Make an exact copy of the records, leaving out the images.

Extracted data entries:
★ ★ ★ ★
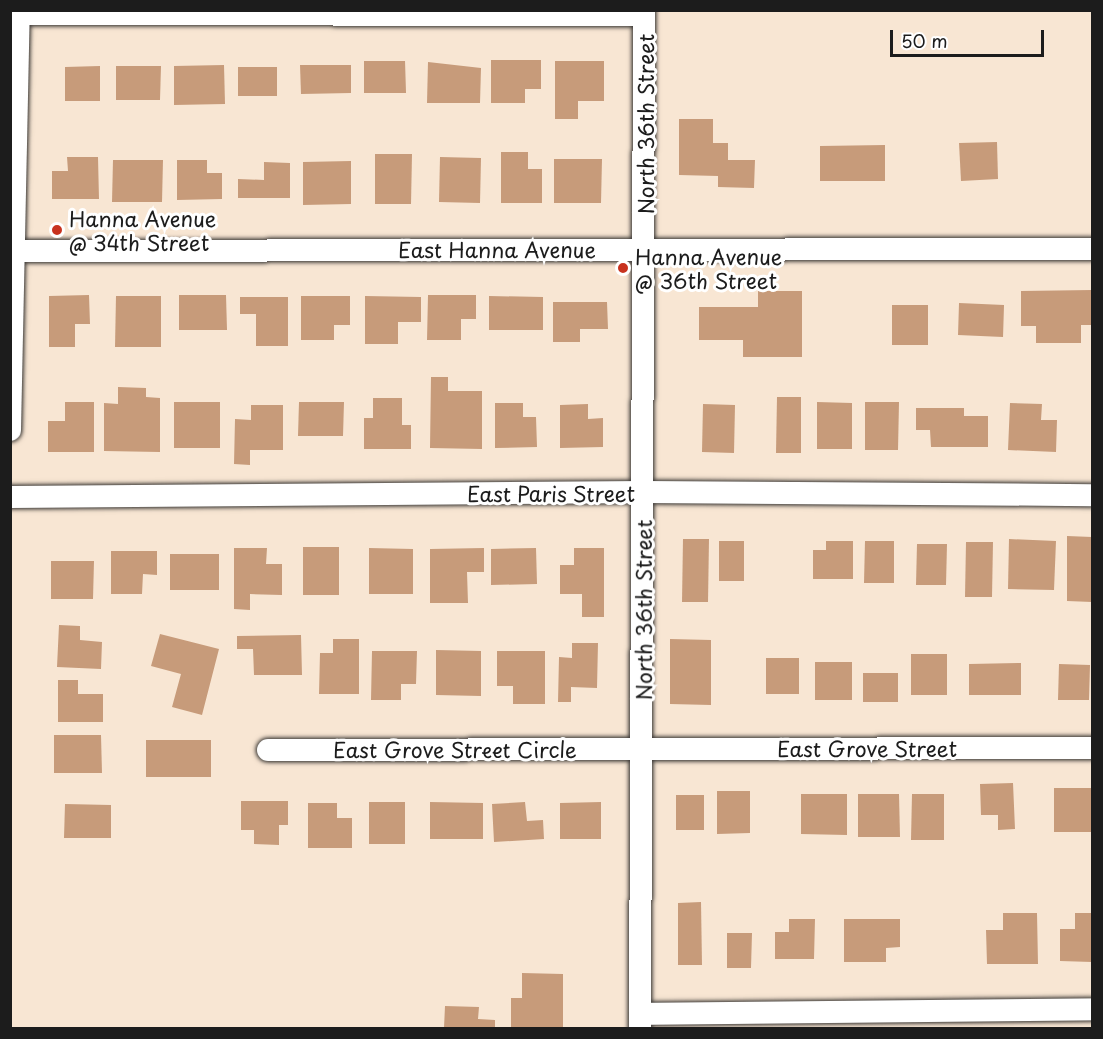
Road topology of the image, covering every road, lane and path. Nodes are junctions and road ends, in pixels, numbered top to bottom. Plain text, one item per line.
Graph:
1 (16, 13) edge
2 (644, 13) edge
3 (645, 249) junction
4 (1092, 249) edge
5 (14, 251) edge
6 (10, 430) edge
7 (644, 492) junction
8 (1092, 495) edge
9 (10, 497) edge
10 (1092, 748) edge
11 (642, 749) junction
12 (268, 750) dead end
13 (1092, 1009) edge
14 (640, 1021) edge

1 - 2 street
1 - 5 street
2 - 3 street, North 36th Street
3 - 4 street, East Hanna Avenue
3 - 5 street, East Hanna Avenue
3 - 7 street, North 36th Street
5 - 6 street
7 - 8 street, East Paris Street
7 - 9 street, East Paris Street
7 - 11 street, North 36th Street
10 - 11 street, East Grove Street
11 - 12 street, East Grove Street Circle
11 - 14 street, North 36th Street
13 - 14 street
★ ★ ★ ★
- Answer below
Road topology of the image, covering every road, lane and path. Nodes are junctions and road ends, in pixels, numbered top to bottom. Plain text, one item per line.
Graph:
1 (16, 13) edge
2 (644, 13) edge
3 (645, 249) junction
4 (1092, 249) edge
5 (14, 251) edge
6 (10, 430) edge
7 (644, 492) junction
8 (1092, 495) edge
9 (10, 497) edge
10 (1092, 748) edge
11 (642, 749) junction
12 (268, 750) dead end
13 (1092, 1009) edge
14 (640, 1021) edge

1 - 2 street
1 - 5 street
2 - 3 street, North 36th Street
3 - 4 street, East Hanna Avenue
3 - 5 street, East Hanna Avenue
3 - 7 street, North 36th Street
5 - 6 street
7 - 8 street, East Paris Street
7 - 9 street, East Paris Street
7 - 11 street, North 36th Street
10 - 11 street, East Grove Street
11 - 12 street, East Grove Street Circle
11 - 14 street, North 36th Street
13 - 14 street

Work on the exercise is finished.